MemoryStream ms = dict["mypicture.png"]; // This gives you the memory stream from the dictionary
ms.Seek(0, SeekOrigin.Begin); // Go to the beginning of the stream
Bitmap bmp = new Bitmap(ms); // Create image from the stream

Now I suspect you want to create a new "emgu image" from the stream you have using the following constructor:

Image<Bgr, Byte> img1 = new Image<Bgr, Byte>("MyImage.jpg");

Which is - according to the EMGU documentation - supposed to read an image from a file. You don't have a file named "mypicture.png", you have a stream within a dictionary under the key "mypicture.png", which is something totally different. I doubt that the Image<t1, t2> class is able to read from a stream - at least I didn't see anything like that in the docs.

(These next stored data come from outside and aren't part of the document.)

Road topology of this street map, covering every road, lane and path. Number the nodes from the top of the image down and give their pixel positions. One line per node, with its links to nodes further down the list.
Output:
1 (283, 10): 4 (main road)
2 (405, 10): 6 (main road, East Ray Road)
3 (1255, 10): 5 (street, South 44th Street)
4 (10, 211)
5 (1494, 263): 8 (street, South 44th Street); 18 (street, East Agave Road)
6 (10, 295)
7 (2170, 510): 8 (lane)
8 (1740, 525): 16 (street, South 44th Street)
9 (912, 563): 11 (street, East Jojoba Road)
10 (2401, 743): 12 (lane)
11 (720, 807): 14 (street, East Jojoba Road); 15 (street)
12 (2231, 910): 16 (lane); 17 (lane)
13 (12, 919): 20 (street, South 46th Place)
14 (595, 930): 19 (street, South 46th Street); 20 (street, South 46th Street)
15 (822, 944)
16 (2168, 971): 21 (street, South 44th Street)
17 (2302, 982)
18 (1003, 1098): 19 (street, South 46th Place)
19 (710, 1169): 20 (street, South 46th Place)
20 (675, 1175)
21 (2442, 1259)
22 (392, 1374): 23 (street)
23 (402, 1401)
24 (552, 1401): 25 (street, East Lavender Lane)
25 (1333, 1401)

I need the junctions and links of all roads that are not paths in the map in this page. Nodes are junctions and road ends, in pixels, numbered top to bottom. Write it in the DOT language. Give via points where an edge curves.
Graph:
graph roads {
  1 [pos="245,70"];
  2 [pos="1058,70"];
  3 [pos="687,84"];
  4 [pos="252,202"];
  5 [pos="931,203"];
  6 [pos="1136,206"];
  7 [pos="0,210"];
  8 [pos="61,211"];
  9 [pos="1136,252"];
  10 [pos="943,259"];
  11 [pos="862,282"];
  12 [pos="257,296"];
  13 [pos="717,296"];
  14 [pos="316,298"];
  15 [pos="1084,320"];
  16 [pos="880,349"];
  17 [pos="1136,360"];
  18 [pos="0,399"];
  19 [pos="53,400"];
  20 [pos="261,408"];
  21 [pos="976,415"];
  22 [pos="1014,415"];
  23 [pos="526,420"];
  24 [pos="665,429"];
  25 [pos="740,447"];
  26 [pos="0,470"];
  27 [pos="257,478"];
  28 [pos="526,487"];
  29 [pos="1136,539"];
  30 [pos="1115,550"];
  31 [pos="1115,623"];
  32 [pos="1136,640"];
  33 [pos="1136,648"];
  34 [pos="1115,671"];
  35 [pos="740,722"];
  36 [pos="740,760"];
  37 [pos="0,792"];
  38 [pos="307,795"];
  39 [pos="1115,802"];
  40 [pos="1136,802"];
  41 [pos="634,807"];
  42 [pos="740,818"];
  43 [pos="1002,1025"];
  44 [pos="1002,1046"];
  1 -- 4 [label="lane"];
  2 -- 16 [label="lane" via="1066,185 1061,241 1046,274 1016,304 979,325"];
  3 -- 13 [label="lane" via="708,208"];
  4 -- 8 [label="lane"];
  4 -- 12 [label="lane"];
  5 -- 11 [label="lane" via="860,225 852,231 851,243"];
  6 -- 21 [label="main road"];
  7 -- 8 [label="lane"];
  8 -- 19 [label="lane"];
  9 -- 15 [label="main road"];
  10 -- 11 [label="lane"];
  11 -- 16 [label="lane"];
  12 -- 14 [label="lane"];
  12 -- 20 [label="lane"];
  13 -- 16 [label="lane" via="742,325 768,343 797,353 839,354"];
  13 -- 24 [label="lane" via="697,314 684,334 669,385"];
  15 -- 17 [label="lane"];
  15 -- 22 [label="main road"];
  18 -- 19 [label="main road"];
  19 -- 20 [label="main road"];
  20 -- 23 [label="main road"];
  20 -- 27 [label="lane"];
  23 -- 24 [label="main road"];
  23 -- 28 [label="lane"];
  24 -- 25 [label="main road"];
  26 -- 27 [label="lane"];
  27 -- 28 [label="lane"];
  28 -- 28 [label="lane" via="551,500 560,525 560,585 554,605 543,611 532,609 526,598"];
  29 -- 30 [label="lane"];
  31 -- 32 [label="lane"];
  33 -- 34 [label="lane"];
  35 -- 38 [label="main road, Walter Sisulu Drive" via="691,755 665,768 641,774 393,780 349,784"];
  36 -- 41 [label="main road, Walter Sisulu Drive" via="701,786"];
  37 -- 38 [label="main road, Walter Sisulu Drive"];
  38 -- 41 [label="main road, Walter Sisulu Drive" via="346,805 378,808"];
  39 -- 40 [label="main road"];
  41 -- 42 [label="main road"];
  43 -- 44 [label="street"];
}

What you need to call is (using the code I provided above):

Image<Gray, Byte> img1 = new Image<Gray, Byte>(bmp);

All that being said, the code for the Draw method (which then can't be static, by the way) should read like this:

private Bitmap GetBitmapFromStream(String bitmapKeyName)
{
    MemoryStream ms = dict[bitmapKeyName];
    ms.Seek(0, SeekOrigin.Begin);
    return new Bitmap(ms);
}

public Image<Bgr, Byte> Draw(String modelImageFileName, String observedImageFileName, out long matchTime,int i)
{
   Image<Gray, Byte> modelImage = new Image<Gray, byte>(GetBitmapFromStream(modelImageFileName));
   Image<Gray, Byte> observedImage = new Image<Gray, byte>(GetBitmapFromStream(observedImageFileName));
}

EDIT
In the comments below you say that you want to reduce the processing time by saving the bitmaps into a memory stream instead of writing to the disk.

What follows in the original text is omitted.